I used to think that the wood thrush had the best song of all North American birds until I stood on a trail in north central Michigan this week surrounded by singing hermit thrushes. What a privilege to hear them!
If you’ve never experienced their ethereal song, don’t put off the experience for two decades as I did. Hermit thrushes (Catharus guttatus) nest on the ground in coniferous or mixed northern forests. As our climate warms their preferred habitat will be disappear from the eastern U.S. By 2050 their eastern breeding range will move north into Canada at Hudson Bay.

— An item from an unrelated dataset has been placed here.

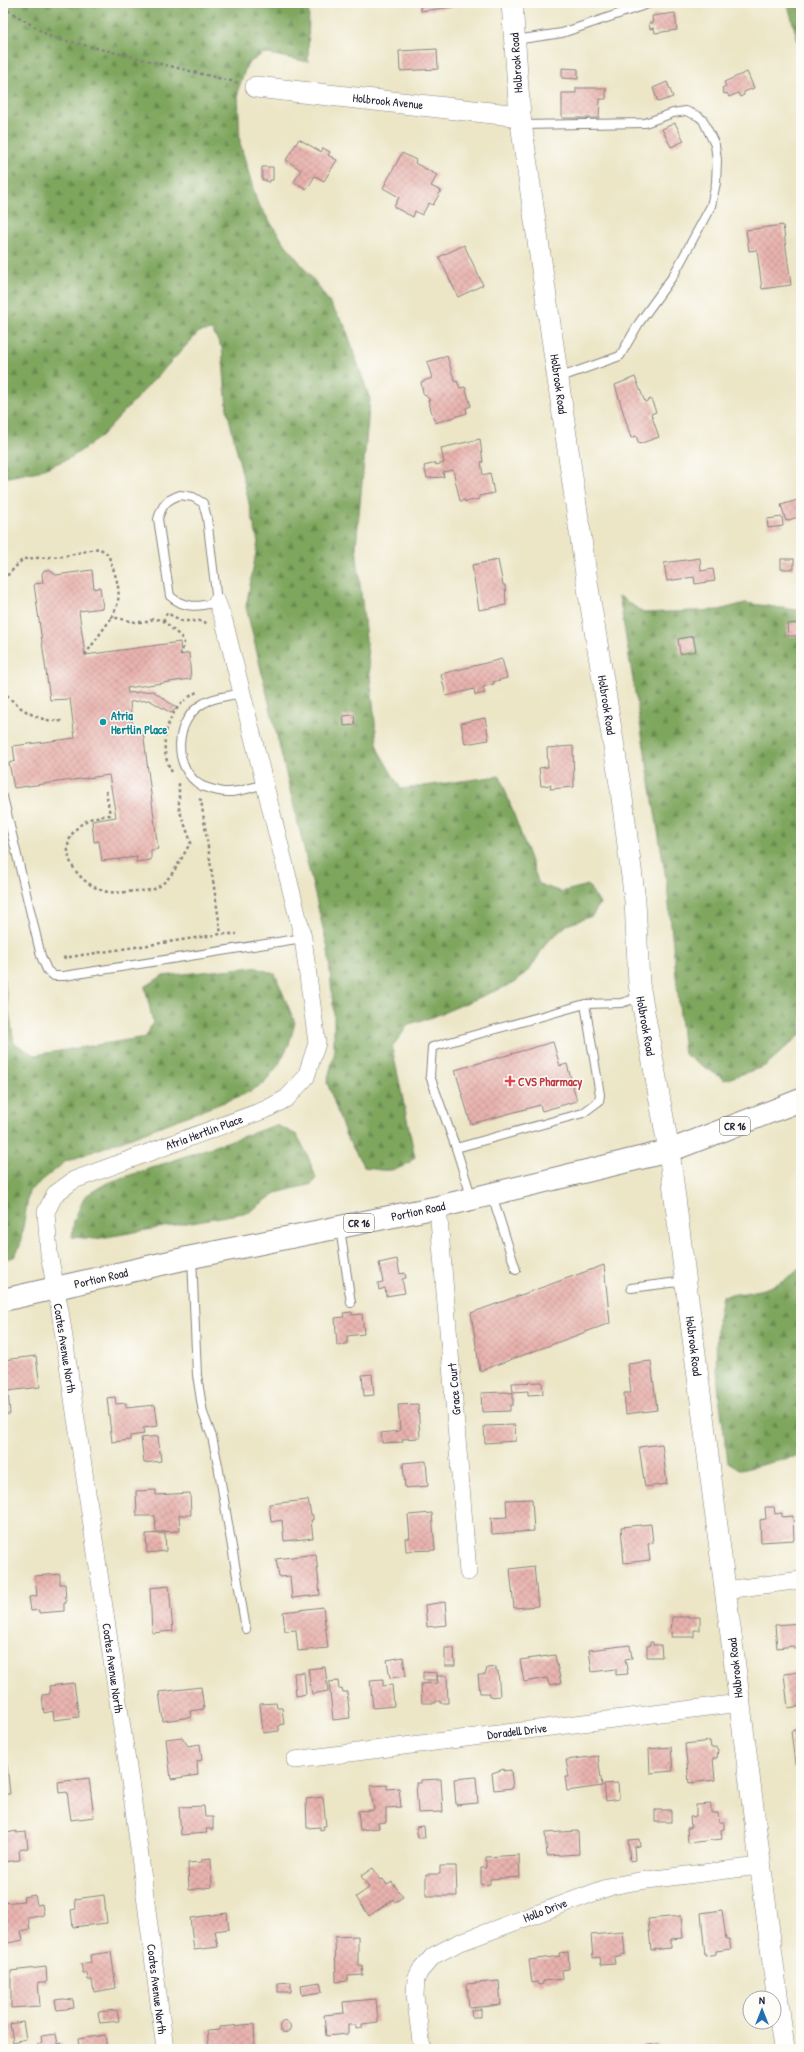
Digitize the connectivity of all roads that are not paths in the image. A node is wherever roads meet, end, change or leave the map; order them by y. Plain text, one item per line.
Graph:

The Kirtland’s warbler is a habitat specialist, breeding only in young jack pine forests and almost exclusively in this area of Michigan. When the forest became fragmented and no longer burned to regenerate, the warblers’ population crashed in the 1960’s and early 70’s. Listed as endangered, it recovered from a low of 400 individuals to an estimated 5,000 birds thanks to careful forest management and control of the brown-headed cowbird, a nest parasite.

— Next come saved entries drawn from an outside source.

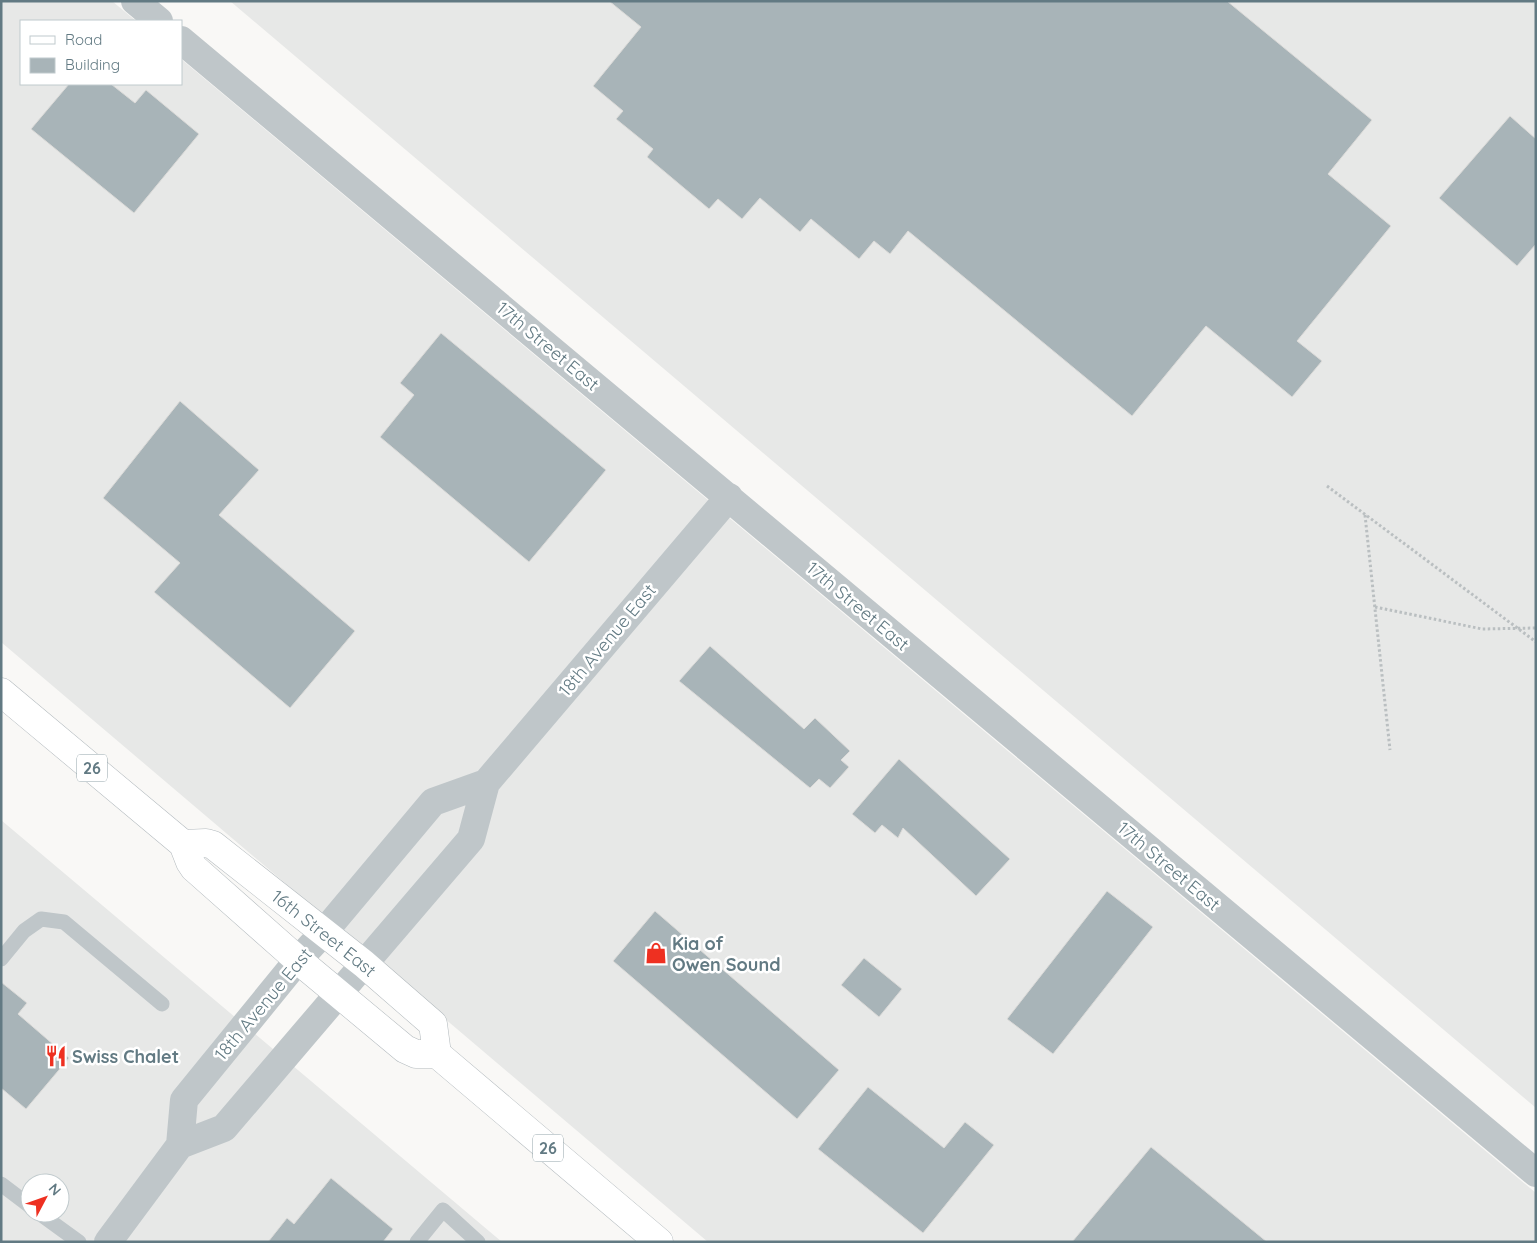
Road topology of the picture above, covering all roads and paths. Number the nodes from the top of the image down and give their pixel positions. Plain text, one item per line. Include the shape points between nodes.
1 (136, 1) edge
2 (158, 20) edge
3 (182, 41) edge
4 (1326, 486) dead end
5 (729, 497) junction
6 (1364, 514) junction
7 (1374, 607) junction
8 (1536, 628) edge
9 (1536, 642) edge
10 (1, 692) edge
11 (1390, 750) dead end
12 (486, 784) junction
13 (184, 844) junction
14 (324, 932) junction
15 (1, 959) edge
16 (298, 960) junction
17 (364, 964) junction
18 (338, 994) junction
19 (162, 1004) dead end
20 (437, 1054) junction
21 (180, 1145) junction
22 (1536, 1173) edge
23 (1, 1184) edge
24 (20, 1198) edge
25 (53, 1223) edge
26 (79, 1242) edge
27 (108, 1242) edge
28 (417, 1242) edge
29 (478, 1242) edge
30 (659, 1242) edge

1 - 2 street
3 - 5 street, 17th Street East
4 - 6 path
5 - 12 street, 18th Avenue East
5 - 22 street, 17th Street East
6 - 7 path
6 - 9 path
7 - 8 path via 1482,629
7 - 11 path
10 - 13 main road, 16th Street East / 26
12 - 14 street, 18th Avenue East via 434,802
12 - 17 street, 18th Avenue East via 471,839
13 - 14 main road, 16th Street East via 213,845
13 - 16 main road, 16th Street East / 26 via 194,868
14 - 16 street, 18th Avenue East
14 - 17 main road, 16th Street East
15 - 19 lane via 24,931 41,919 64,922
16 - 18 main road, 16th Street East / 26
16 - 21 street, 18th Avenue East via 184,1100
17 - 18 street, 18th Avenue East
17 - 20 main road, 16th Street East via 433,1024
18 - 20 main road, 16th Street East / 26 via 405,1049 416,1054
18 - 21 street, 18th Avenue East via 224,1128
20 - 30 main road, 26
21 - 27 street
23 - 24 lane
25 - 26 lane
28 - 29 lane via 442,1210

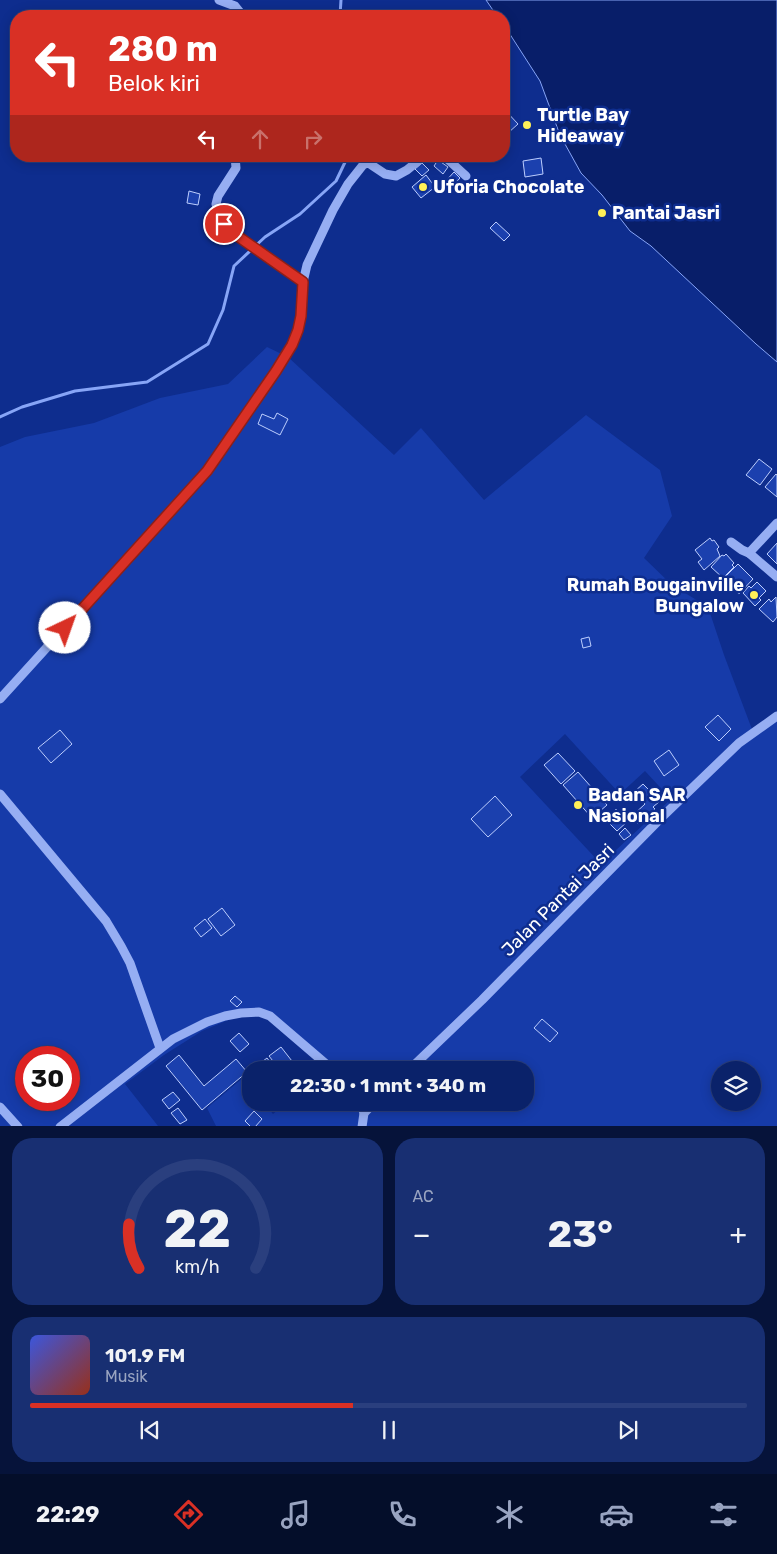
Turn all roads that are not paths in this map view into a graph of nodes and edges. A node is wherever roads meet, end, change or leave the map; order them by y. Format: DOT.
graph roads {
  1 [pos="219,0"];
  2 [pos="238,10"];
  3 [pos="236,162"];
  4 [pos="417,162"];
  5 [pos="451,162"];
  6 [pos="466,176"];
  7 [pos="303,282"];
  8 [pos="777,523"];
  9 [pos="731,542"];
  10 [pos="749,553"];
  11 [pos="777,577"];
  12 [pos="0,698"];
  13 [pos="777,716"];
  14 [pos="0,794"];
  15 [pos="160,1048"];
  16 [pos="322,1061"];
  17 [pos="418,1061"];
  18 [pos="0,1107"];
  19 [pos="364,1113"];
  20 [pos="3,1117"];
  21 [pos="18,1126"];
  22 [pos="60,1126"];
  23 [pos="362,1126"];
  1 -- 2 [label="street"];
  3 -- 7 [label="street"];
  4 -- 7 [label="street"];
  5 -- 6 [label="street"];
  7 -- 12 [label="street"];
  8 -- 10 [label="street"];
  9 -- 10 [label="street"];
  10 -- 11 [label="street"];
  13 -- 17 [label="street, Jalan Pantai Jasri"];
  14 -- 15 [label="street"];
  15 -- 16 [label="street"];
  15 -- 22 [label="street"];
  18 -- 20 [label="street"];
  19 -- 23 [label="street"];
  20 -- 21 [label="street"];
}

When not in Michigan, Kirtland’s warblers winter in the Bahamas, then migrate north through Florida and Ohio. During migration solo birds are sometimes found in Ohio in early May. This one, photographed by Brian Wulker, was in Stubbs Park near Dayton on 6 May 2016.

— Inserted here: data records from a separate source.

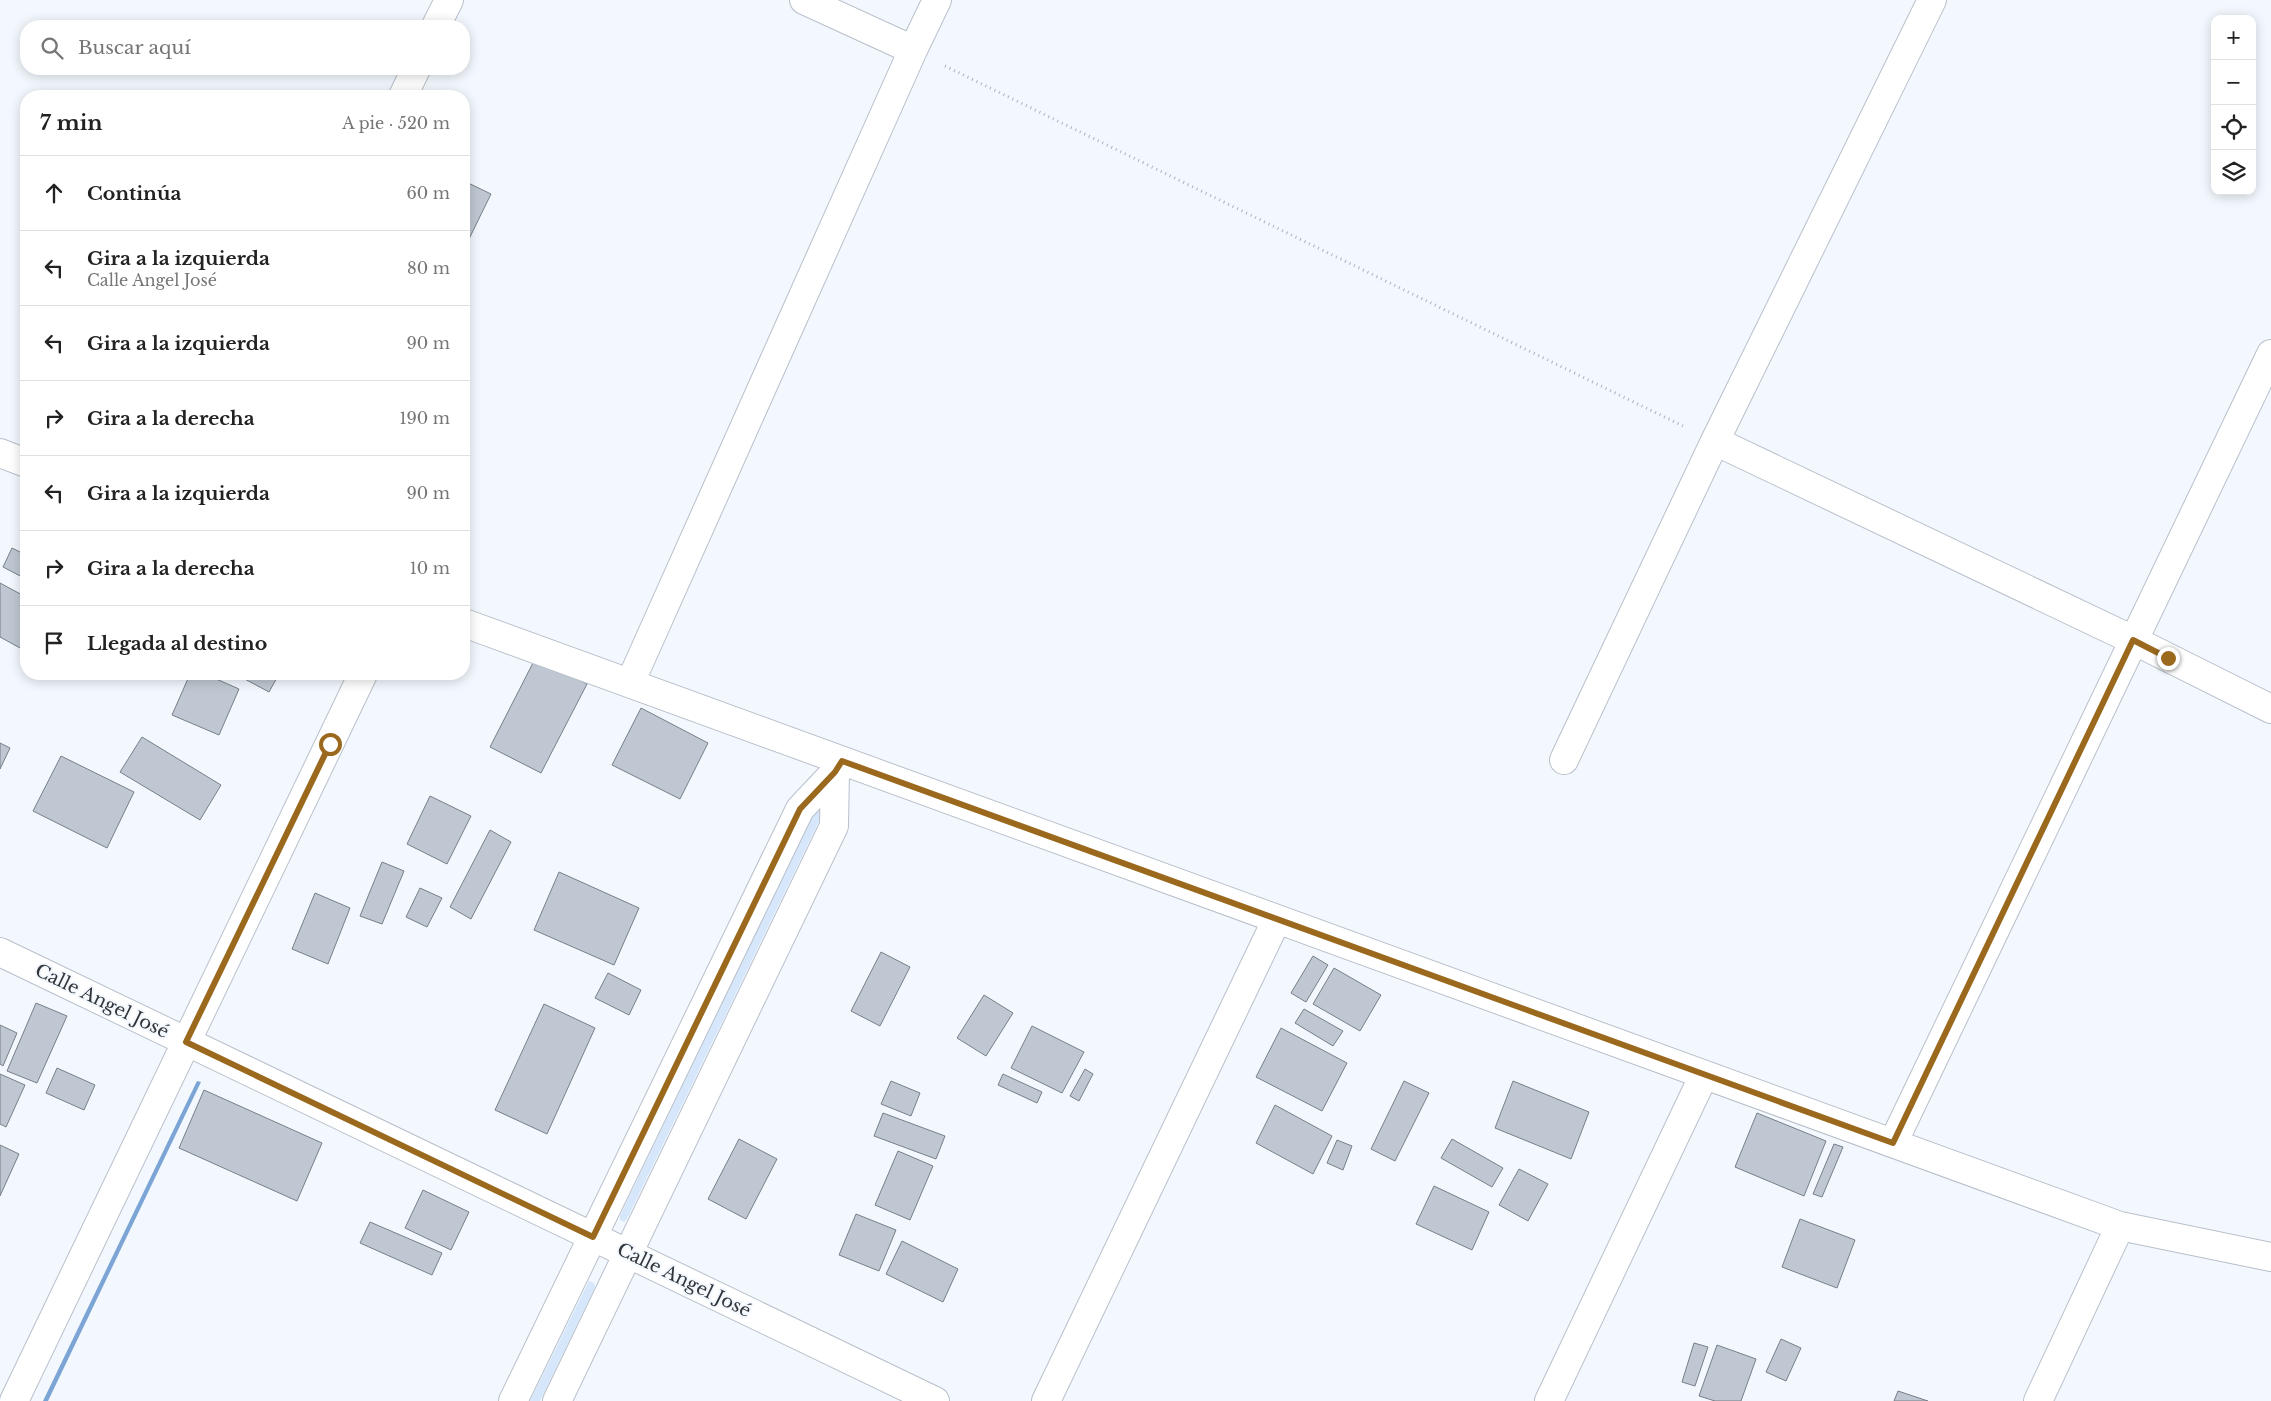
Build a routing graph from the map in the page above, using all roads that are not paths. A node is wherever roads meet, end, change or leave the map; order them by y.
1 (449, 0) edge
2 (804, 0) edge
3 (937, 0) edge
4 (1932, 0) edge
5 (439, 20) edge
6 (912, 50) junction
7 (413, 75) edge
8 (406, 90) edge
9 (2271, 354) edge
10 (1715, 441) junction
11 (0, 453) edge
12 (20, 461) edge
13 (470, 625) edge
14 (2133, 640) junction
15 (360, 680) edge
16 (630, 683) junction
17 (2271, 709) edge
18 (1564, 760) dead end
19 (839, 766) junction
20 (1277, 919) junction
21 (0, 952) edge
22 (186, 1042) junction
23 (1704, 1075) junction
24 (1893, 1143) junction
25 (2120, 1226) junction
26 (593, 1237) junction
27 (628, 1254) junction
28 (2271, 1257) edge
29 (14, 1401) edge
30 (513, 1401) edge
31 (557, 1401) edge
32 (935, 1401) edge
33 (1046, 1401) edge
34 (1549, 1401) edge
35 (2038, 1401) edge

1 - 5 street
2 - 6 street
3 - 6 street
4 - 10 street
6 - 16 street
7 - 8 street
9 - 14 street
10 - 14 street
10 - 18 street
11 - 12 street
13 - 16 street
14 - 17 street
14 - 24 street
15 - 22 street
16 - 19 street
19 - 20 street
19 - 26 street
19 - 27 street
20 - 23 street
20 - 33 street
21 - 22 street, Calle Angel José
22 - 26 street, Calle Angel José
22 - 29 street
23 - 24 street
23 - 34 street
24 - 25 street
25 - 28 street
25 - 35 street
26 - 27 street, Calle Angel José
26 - 30 street
27 - 31 street
27 - 32 street, Calle Angel José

I can tell you there are plenty of insects for birds to eat in north central Michigan’s woods. The mosquitoes are frightful!!
UPDATE: yes we saw the Kirtland’s warbler. It’s amazing how loud his voice is, even when he sings with his back to us.
(all photos by Brian Wulker on Flickr, Creative Commons license; click on the images to see the original)
Last week I got tired of seeing the same woodland birds so I drove north to the scrubby fields of Clarion County. Thanks to Tony Bruno’s photos I can show you what I saw.
Pennsylvania doesn’t have grasslands like the prairie states but we do have former strip mines planted in grass to recover the land. As soon as shrubs gain a foothold our grasslands turn into scrubby fields.
Piney Tract and the Curllsville Strips are two great places in Clarion County for grassland and scrub birds. Here’s my own photo of “the bowl” at Piney Tract, State Gameland 330. Tony was at Curllsville.
What can you see in habitat like this?
Yellow-breasted chats (Icteria virens), shown at top, are very fond of the thickets. Easier to hear than they are to see, Tony was lucky to see this chat at Curllsville. Click here for a sample of their loud song.
Henslow’s sparrows (Ammodramus henslowii) love wide open spaces where the shrubs are stunted. They perch on twigs so small that I tend to overlook the birds so I find them by tracking their songs. It’s amazing how far this simple “fish lips” noise can carry.
Northern harriers (Circus cyaneus) nest on the ground in the scrubby fields. The brown-colored female is camouflaged at the nest while her gray-colored mate harasses everyone in the area. A male harrier shouted at me at Piney Tract. Tony encountered this one at Curllsville.
I also heard three prairie warblers (Setophaga discolor) singing from the shrubs at Piney Tract, but I could not find them. Here’s what I would have seen if I’d waited longer. This is what I heard.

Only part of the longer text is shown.